Today, the Grand Chamber of the European Court of Human Rights (ECHR) delivered a long-awaited decision in Delphi AS v. Estonia. Confirming an earlier judgment rendered on October 10, 2013 by the Fifth Section of the ECHR, the Grand Chamber held that finding Delfi liable for comments posted by third parties had not been in breach of its freedom to impart information. Please refer to our previous blog post for a report on the October 2013 decision and the facts of the case.

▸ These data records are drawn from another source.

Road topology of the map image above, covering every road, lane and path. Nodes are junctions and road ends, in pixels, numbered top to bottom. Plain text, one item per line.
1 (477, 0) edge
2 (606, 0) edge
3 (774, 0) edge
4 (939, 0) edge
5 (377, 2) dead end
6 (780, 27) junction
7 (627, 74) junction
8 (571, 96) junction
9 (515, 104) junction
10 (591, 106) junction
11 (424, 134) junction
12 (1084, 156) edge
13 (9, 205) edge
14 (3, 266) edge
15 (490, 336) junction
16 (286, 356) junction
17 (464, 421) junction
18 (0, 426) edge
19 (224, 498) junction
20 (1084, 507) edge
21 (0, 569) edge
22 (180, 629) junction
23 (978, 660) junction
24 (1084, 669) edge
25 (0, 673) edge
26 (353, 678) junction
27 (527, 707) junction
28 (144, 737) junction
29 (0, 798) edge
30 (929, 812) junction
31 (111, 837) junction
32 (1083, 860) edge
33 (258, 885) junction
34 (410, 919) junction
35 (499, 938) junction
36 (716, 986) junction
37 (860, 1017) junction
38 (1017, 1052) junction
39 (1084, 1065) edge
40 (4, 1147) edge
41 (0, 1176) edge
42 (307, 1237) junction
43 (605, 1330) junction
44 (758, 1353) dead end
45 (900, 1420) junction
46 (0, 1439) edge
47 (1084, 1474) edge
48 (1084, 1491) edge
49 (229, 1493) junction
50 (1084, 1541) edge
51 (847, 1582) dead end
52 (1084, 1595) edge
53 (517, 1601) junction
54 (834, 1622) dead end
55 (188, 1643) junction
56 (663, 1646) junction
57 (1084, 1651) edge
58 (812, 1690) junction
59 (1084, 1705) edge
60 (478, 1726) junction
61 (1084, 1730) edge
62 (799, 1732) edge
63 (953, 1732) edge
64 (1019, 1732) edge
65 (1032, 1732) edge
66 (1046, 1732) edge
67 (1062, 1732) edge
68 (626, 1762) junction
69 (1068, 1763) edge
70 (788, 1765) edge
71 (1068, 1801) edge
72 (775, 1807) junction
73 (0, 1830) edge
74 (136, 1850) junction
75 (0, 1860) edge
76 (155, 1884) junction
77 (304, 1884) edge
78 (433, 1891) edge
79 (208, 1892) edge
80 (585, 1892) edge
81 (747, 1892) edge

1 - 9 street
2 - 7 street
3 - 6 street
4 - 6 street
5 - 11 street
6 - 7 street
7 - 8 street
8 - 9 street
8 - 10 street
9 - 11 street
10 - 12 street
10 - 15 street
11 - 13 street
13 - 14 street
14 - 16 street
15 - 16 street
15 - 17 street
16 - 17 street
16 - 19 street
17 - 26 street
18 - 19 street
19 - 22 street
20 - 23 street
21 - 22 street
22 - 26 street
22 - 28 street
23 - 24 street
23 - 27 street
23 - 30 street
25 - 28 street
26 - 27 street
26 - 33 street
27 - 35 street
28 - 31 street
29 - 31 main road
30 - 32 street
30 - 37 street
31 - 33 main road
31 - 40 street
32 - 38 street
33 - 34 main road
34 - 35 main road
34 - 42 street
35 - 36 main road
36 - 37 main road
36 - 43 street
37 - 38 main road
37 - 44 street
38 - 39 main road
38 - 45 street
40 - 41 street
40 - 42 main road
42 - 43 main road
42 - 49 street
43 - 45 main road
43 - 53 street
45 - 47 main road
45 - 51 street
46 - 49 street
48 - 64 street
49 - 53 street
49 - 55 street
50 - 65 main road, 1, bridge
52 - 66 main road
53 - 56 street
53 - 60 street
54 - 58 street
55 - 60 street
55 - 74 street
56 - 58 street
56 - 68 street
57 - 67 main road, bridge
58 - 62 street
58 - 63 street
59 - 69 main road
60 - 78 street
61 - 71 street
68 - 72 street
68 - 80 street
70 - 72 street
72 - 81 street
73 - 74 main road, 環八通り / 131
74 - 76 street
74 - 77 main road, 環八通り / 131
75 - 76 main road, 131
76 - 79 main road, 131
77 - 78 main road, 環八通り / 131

The ECHR had been called upon to review the validity of a number of judgments form Estonian courts against Delfi according to the principles of the European Convention on Human Rights. For the first time, the ECHR had to consider whether an Internet news portal should be liable for user-generated comments. In particular,
the case concerned the duties and responsibilities of Internet news portals which provided on a commercial basis a platform for user-generated comments on previously published content and some users – whether identified or anonymous – engaged in clearly unlawful hate speech which infringed the personality rights of others.
The Grand Chamber found in favor of Estonia by 15 votes to 2 and largely confirmed the conclusions reached by the smaller chamber in October 2013. In sum, the Grand Chamber found that
the Estonian courts’ finding of liability against Delfi had been a justified and proportionate restriction on the portal’s freedom of expression, in particular, because: the comments in question had been extreme and had been posted in reaction to an article published by Delfi on its professionally managed news portal run on a commercial basis; the steps taken by Delfi to remove the offensive comments without delay after their publication had been insufficient; and the 320 euro fine had by no means been excessive for Delfi, one of the largest Internet portals in Estonia.
The decision of the ECHR was a blow to freedom of expression advocates, who submitted briefs in support of Delfi warning about the implications of the case for freedom of expression, anonymity online and innovation.